Nonostante ciò, il CNEL riconosce l’esistenza di eccezioni significative, come nel caso del lavoro agricolo, domestico, multiservizi e di attesa. Queste eccezioni sono state al centro del dibattito sul salario minimo, evidenziando la necessità di interventi mirati per contrastare il lavoro povero e sostenere i redditi dei lavoratori.

In questo contesto, la Corte di Cassazione ha svolto un ruolo cruciale, ricordando la presunzione di “giusta retribuzione” secondo l’articolo 36 della Costituzione Italiana. La Corte ha sottolineato che, nonostante la contrattazione collettiva, è necessaria una verifica giudiziale per garantire un salario adeguato ad un tenore di vita dignitoso, tenendo conto anche delle necessità culturali, educative e sociali.

La posizione della Corte di Cassazione suggerisce che, sebbene la contrattazione collettiva sia un mezzo efficace, non è sempre sufficiente per garantire una giusta retribuzione. Inoltre, la Corte Costituzionale ha più volte affermato che il legislatore può e deve intervenire in certe circostanze per adeguare la retribuzione alle variazioni del costo della vita e garantire il rispetto dei principi costituzionali.

Il dibattito sul salario minimo in Italia mette in luce la tensione tra l’autonomia della contrattazione collettiva e la necessità di interventi legislativi per garantire una retribuzione dignitosa. Mentre la contrattazione collettiva copre la maggior parte dei lavoratori, ci sono eccezioni significative che richiedono attenzione. La recente presa di posizione della Corte di Cassazione evidenzia l’importanza di un equilibrio tra questi due approcci per garantire un salario giusto a tutti i lavoratori in Italia.

Un altro aspetto rilevante nel dibattito sul salario minimo in Italia è il confronto con altri paesi europei, con alcuni di questi che prevedono nella loro legislazione un salario minimo legale. Questa differenza diventa particolarmente significativa quando si considera la dinamica dei salari in Italia rispetto al resto d’Europa.

Nei paesi europei dove è stato introdotto un salario minimo legale, si osserva generalmente una crescita più consistente dei salari. Questo incremento non solo aiuta a mantenere un tenore di vita dignitoso per i lavoratori a basso reddito, ma contribuisce anche a ridurre le disparità economiche. In contrasto, in Italia, nonostante la presenza quasi universale di contratti collettivi nazionali che stabiliscono salari minimi per vari settori, l’aumento percentuale dei salari è stato storicamente più contenuto.
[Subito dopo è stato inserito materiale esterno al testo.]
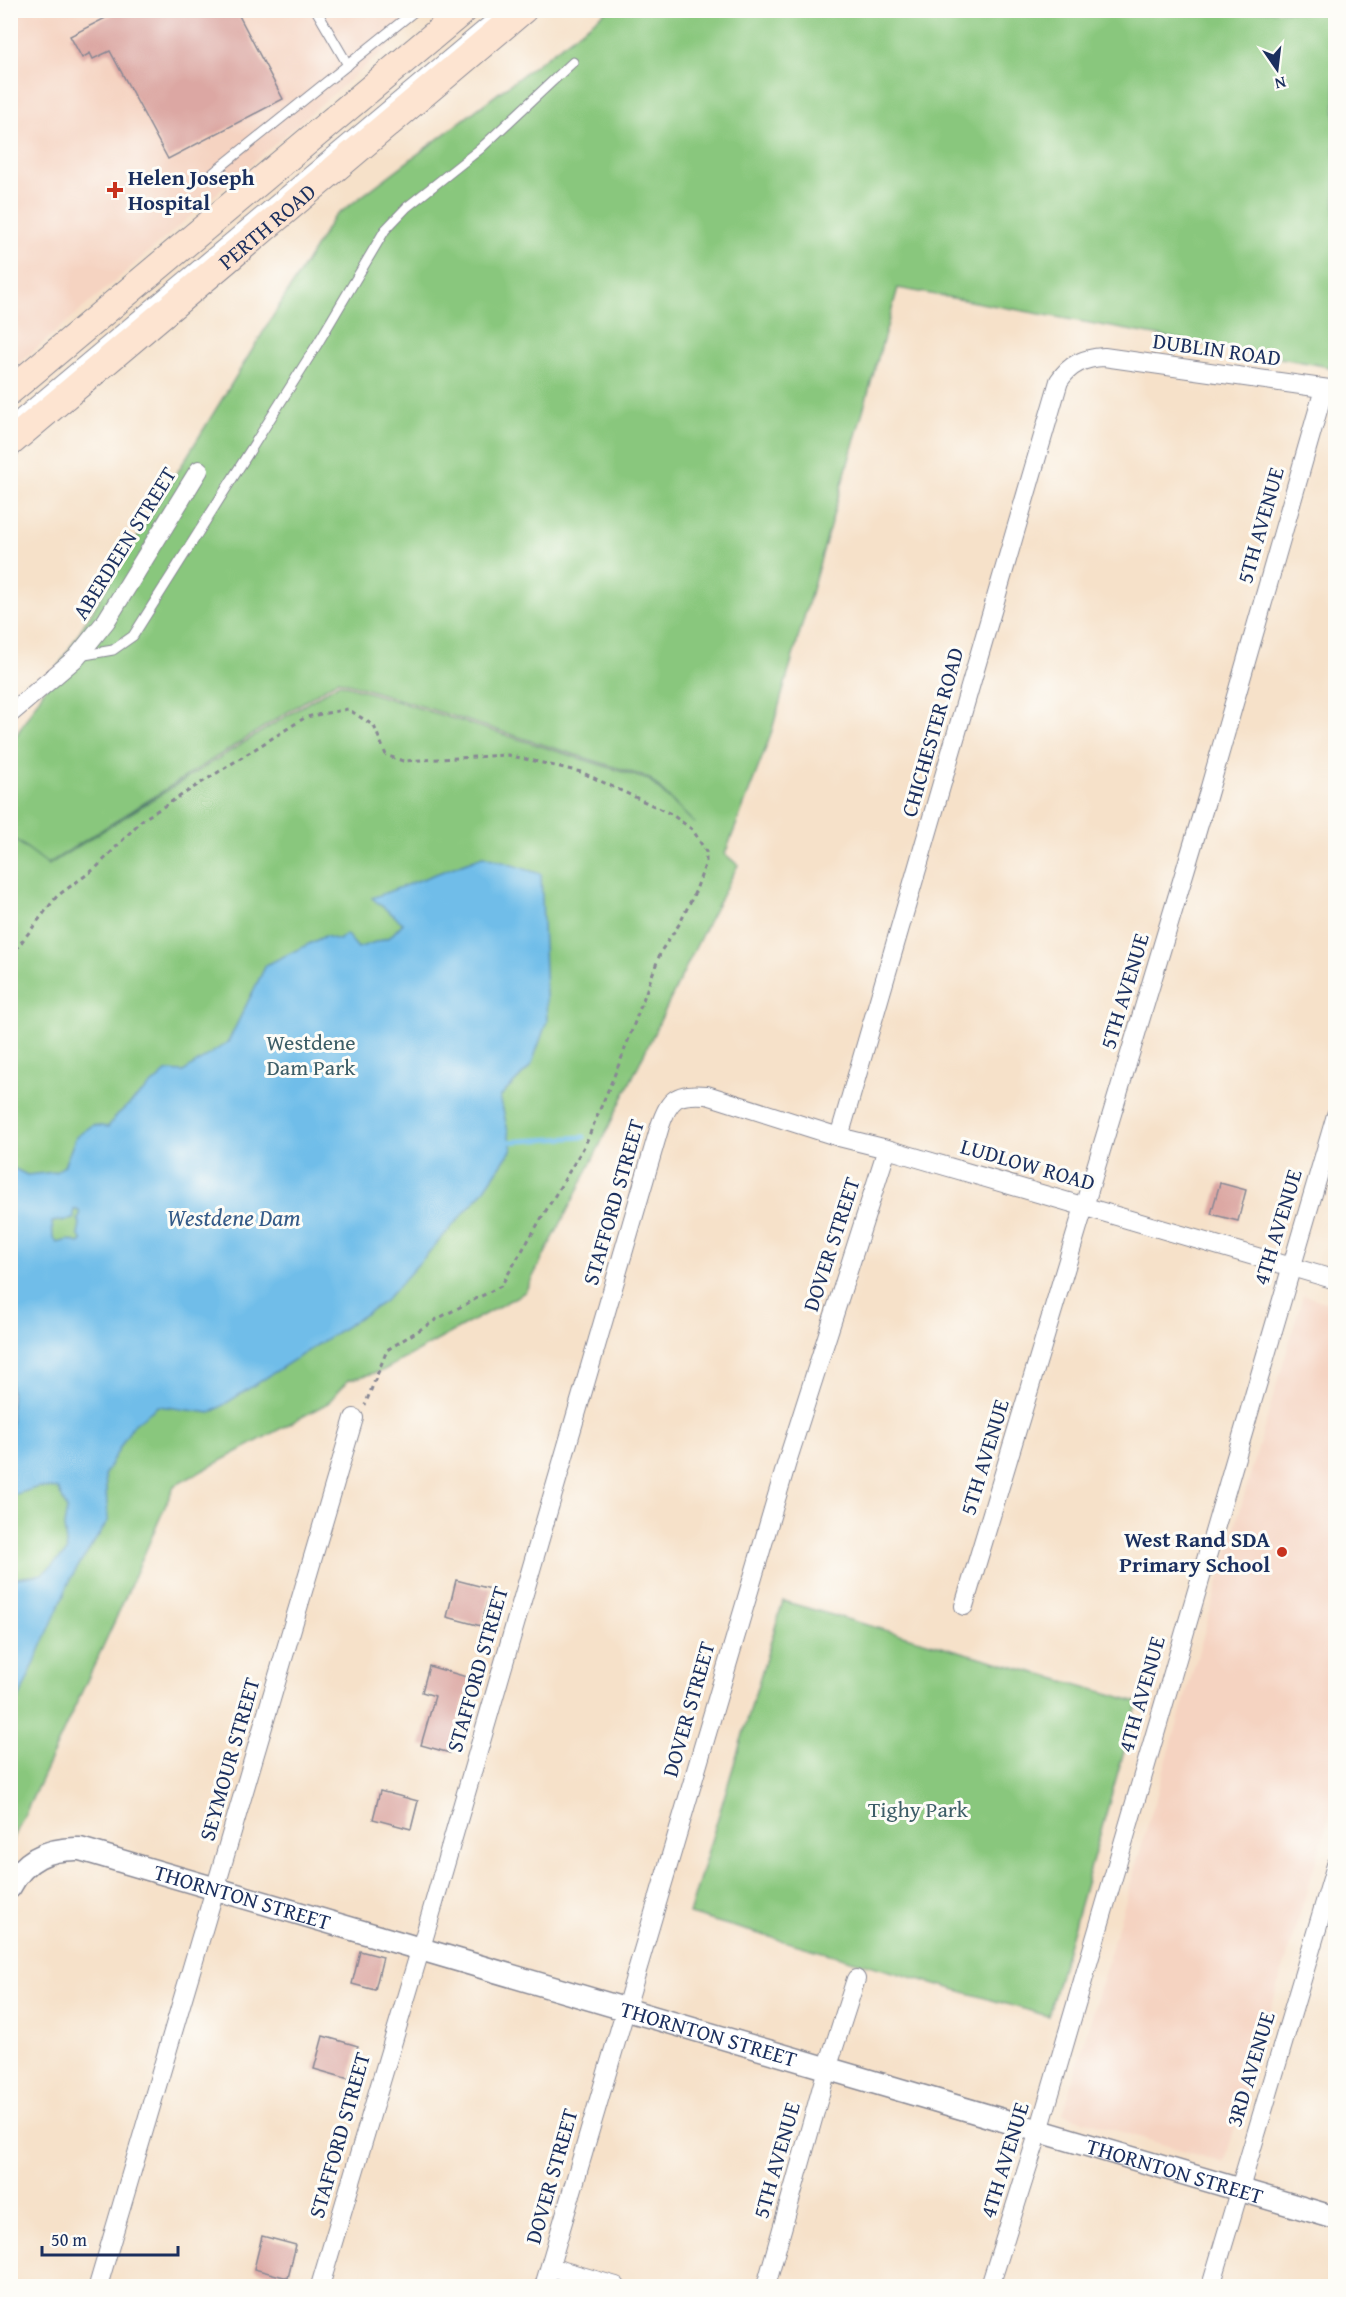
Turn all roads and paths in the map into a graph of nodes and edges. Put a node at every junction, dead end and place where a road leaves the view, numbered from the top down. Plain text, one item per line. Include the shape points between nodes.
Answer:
1 (316, 10) edge
2 (416, 10) edge
3 (464, 10) edge
4 (501, 10) edge
5 (523, 10) edge
6 (573, 62) dead end
7 (348, 65) junction
8 (213, 173) dead end
9 (1091, 358) joint
10 (1330, 389) edge
11 (10, 391) edge
12 (10, 422) edge
13 (10, 443) edge
14 (199, 470) dead end
15 (77, 657) junction
16 (10, 714) edge
17 (10, 957) edge
18 (707, 1095) joint
19 (1335, 1114) edge
20 (839, 1137) junction
21 (887, 1149) junction
22 (1085, 1206) junction
23 (1290, 1266) junction
24 (1335, 1280) edge
25 (354, 1418) joint
26 (964, 1606) dead end
27 (1335, 1865) edge
28 (10, 1887) edge
29 (216, 1888) junction
30 (419, 1948) junction
31 (856, 1979) dead end
32 (624, 2010) junction
33 (827, 2069) junction
34 (1039, 2131) junction
35 (1239, 2190) junction
36 (1335, 2218) edge
37 (550, 2268) junction
38 (98, 2286) edge
39 (320, 2286) edge
40 (544, 2286) edge
41 (616, 2286) edge
42 (766, 2286) edge
43 (990, 2286) edge
44 (1211, 2286) edge

1 - 7 lane
2 - 7 lane
3 - 11 main road, PERTH ROAD
4 - 12 lane
5 - 13 main road, PERTH ROAD
6 - 15 lane via 385,230 133,636 112,650
7 - 8 lane
9 - 10 street, DUBLIN ROAD
9 - 20 street, CHICHESTER ROAD via 1072,365 1059,381
10 - 22 street, 5TH AVENUE
14 - 15 street, ABERDEEN STREET via 119,603
15 - 16 street, ABERDEEN STREET
17 - 25 path via 57,896 96,868 142,820 306,717 348,709 374,726 386,754 403,761 508,755 581,772 671,814 693,830 706,852 706,862 680,923 662,951 585,1145 501,1286 387,1350 368,1402
18 - 20 street, LUDLOW ROAD
18 - 30 street, STAFFORD STREET via 687,1094 675,1099 660,1126
19 - 23 street, 4TH AVENUE
20 - 21 street, LUDLOW ROAD
21 - 22 street, LUDLOW ROAD
21 - 32 street, DOVER STREET via 787,1462
22 - 23 street, LUDLOW ROAD
22 - 26 street, 5TH AVENUE
23 - 24 street, LUDLOW ROAD
23 - 34 street, 4TH AVENUE
25 - 29 street, SEYMOUR STREET
27 - 35 street, 3RD AVENUE
28 - 29 street, THORNTON STREET via 23,1867 36,1857 80,1849
29 - 30 street, THORNTON STREET
29 - 38 street, SEYMOUR STREET
30 - 32 street, THORNTON STREET
30 - 39 street, STAFFORD STREET
31 - 33 street, 5TH AVENUE
32 - 33 street, THORNTON STREET
32 - 37 street, DOVER STREET
33 - 34 street, THORNTON STREET
33 - 42 street, 5TH AVENUE
34 - 35 street, THORNTON STREET
34 - 43 street, 4TH AVENUE
35 - 36 street, THORNTON STREET
35 - 44 street, 3RD AVENUE
37 - 40 street, DOVER STREET
37 - 41 street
Questa discrepanza solleva questioni importanti sull’efficacia della contrattazione collettiva in Italia nel garantire aumenti salariali adeguati, soprattutto in un contesto economico globale in rapida evoluzione. Mentre la contrattazione collettiva è stata a lungo vista come un pilastro della protezione dei lavoratori in Italia, la realtà dei salari che crescono in percentuale meno rapidamente rispetto ad altri paesi europei suggerisce la necessità di riconsiderare e potenzialmente riformare questo sistema.
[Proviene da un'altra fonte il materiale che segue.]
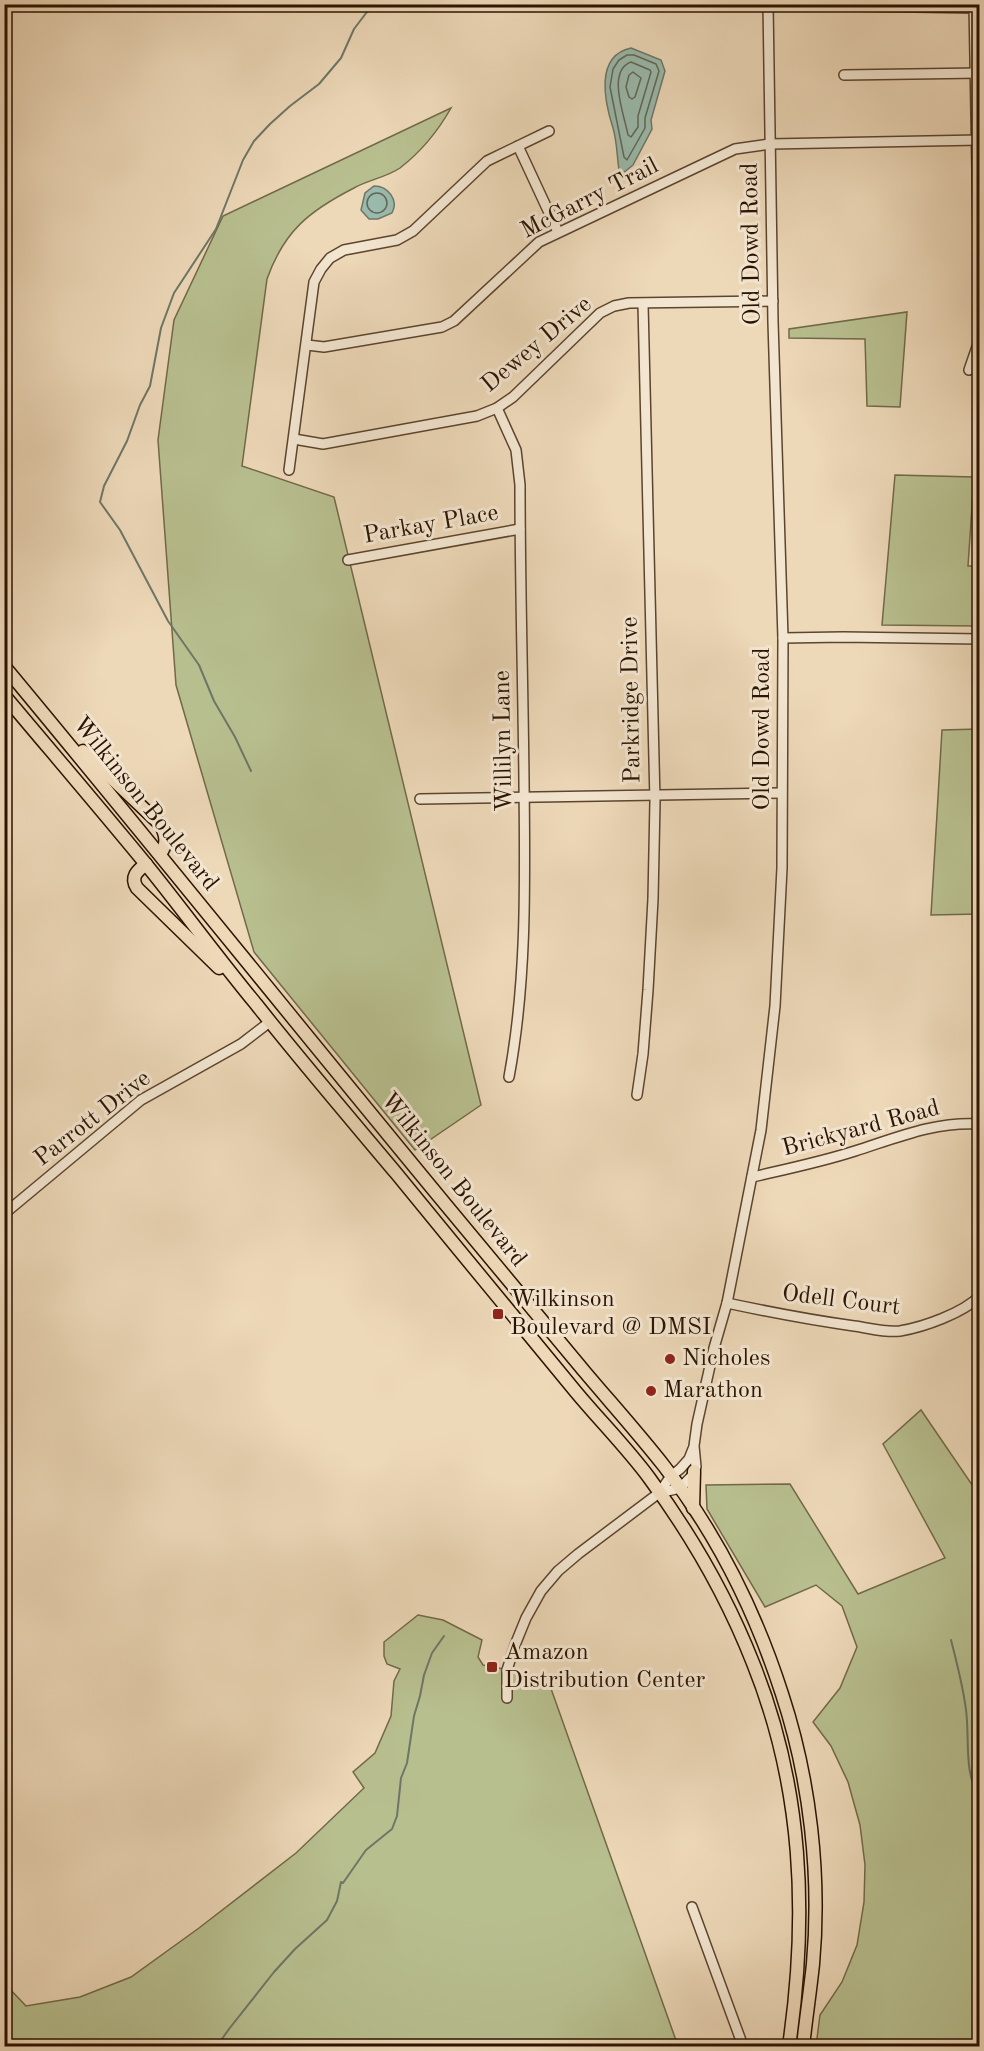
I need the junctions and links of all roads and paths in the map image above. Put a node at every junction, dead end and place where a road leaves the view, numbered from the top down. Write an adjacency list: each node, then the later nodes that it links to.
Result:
1 (768, 4): 8 (street, Old Dowd Road)
2 (854, 4): 3 (street)
3 (974, 6): 4 (street)
4 (977, 73): 5 (street); 7 (street)
5 (844, 75)
6 (549, 132): 9 (street)
7 (977, 140): 8 (street, McGarry Trail); 11 (street)
8 (770, 144): 10 (street, McGarry Trail); 12 (street, Old Dowd Road)
9 (518, 146): 10 (street); 15 (street)
10 (558, 232): 15 (street, McGarry Trail)
11 (978, 239): 14 (street)
12 (773, 302): 13 (street, Dewey Drive); 22 (street, Old Dowd Road)
13 (643, 304): 17 (street, Dewey Drive); 28 (street, Parkridge Drive)
14 (980, 336): 16 (street)
15 (307, 345): 18 (street)
16 (969, 370)
17 (497, 408): 18 (street, Dewey Drive); 20 (street, Willilyn Lane)
18 (294, 439): 19 (street)
19 (289, 470)
20 (520, 529): 21 (street, Parkay Place); 29 (street, Willilyn Lane)
21 (348, 560)
22 (783, 638): 23 (street); 27 (street, Old Dowd Road)
23 (980, 639)
24 (4, 666): 26 (main road, Wilkinson Boulevard)
25 (4, 695): 32 (main road, Wilkinson Boulevard)
26 (42, 712): 31 (main road, Wilkinson Boulevard); 31 (main road)
27 (781, 793): 28 (street); 38 (street, Old Dowd Road)
28 (654, 795): 29 (street); 36 (street, Parkridge Drive)
29 (525, 797): 30 (street); 35 (street, Willilyn Lane)
30 (420, 799)
31 (160, 854): 32 (street); 44 (main road, Wilkinson Boulevard)
32 (146, 864): 33 (main road, Wilkinson Boulevard); 33 (main road)
33 (258, 1008): 34 (main road, Wilkinson Boulevard)
34 (270, 1021): 39 (street, Parrott Drive); 46 (main road, Wilkinson Boulevard)
35 (509, 1077)
36 (637, 1095)
37 (980, 1124): 38 (street, Brickyard Road)
38 (752, 1177): 41 (street, Old Dowd Road)
39 (4, 1214)
40 (980, 1296): 41 (street, Odell Court)
41 (727, 1303): 42 (street, Old Dowd Road)
42 (694, 1446): 43 (street, Old Dowd Road); 44 (street, Old Dowd Road)
43 (694, 1471): 45 (street); 47 (main road)
44 (671, 1476): 45 (main road, Wilkinson Boulevard); 46 (street, Old Dowd Road)
45 (680, 1488): 46 (street, Old Dowd Road); 47 (main road, Wilkinson Boulevard)
46 (659, 1493): 48 (street, Old Dowd Road); 50 (main road, Wilkinson Boulevard)
47 (693, 1508): 49 (main road, Wilkinson Boulevard)
48 (507, 1698)
49 (810, 1823): 50 (main road); 56 (main road, Wilkinson Boulevard)
50 (795, 1826): 52 (main road, Wilkinson Boulevard)
51 (692, 1907): 53 (street)
52 (796, 1995): 54 (main road); 55 (main road, Wilkinson Boulevard)
53 (743, 2046)
54 (781, 2046)
55 (789, 2046)
56 (803, 2046)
Purtroppo in Italia si guarda più a soluzioni tampone e temporanee (interventi sul cuneo fiscale o defiscalizzazione di alcune parti delle retribuzioni) invece di porre l’attenzione ad un effettivo aumento delle retribuzioni.
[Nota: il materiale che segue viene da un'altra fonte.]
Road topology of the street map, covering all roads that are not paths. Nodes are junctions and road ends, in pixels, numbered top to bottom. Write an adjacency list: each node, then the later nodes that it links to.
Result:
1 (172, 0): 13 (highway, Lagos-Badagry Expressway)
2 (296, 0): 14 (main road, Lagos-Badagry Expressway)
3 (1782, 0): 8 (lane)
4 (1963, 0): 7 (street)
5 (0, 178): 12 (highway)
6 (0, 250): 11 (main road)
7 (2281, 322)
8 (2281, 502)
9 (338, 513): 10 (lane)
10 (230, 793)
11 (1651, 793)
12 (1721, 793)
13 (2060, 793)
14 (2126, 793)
L’esperienza europea dimostra che un salario minimo legale può essere uno strumento efficace per garantire che i lavoratori ricevano una retribuzione equa, indipendentemente dalle fluttuazioni del mercato o dalle specificità dei singoli settori. In questo contesto, il dibattito italiano sul salario minimo non è solo una questione di politica interna, ma si inserisce in una più ampia discussione sul modo migliore per garantire equità e giustizia sociale in un’economia globale.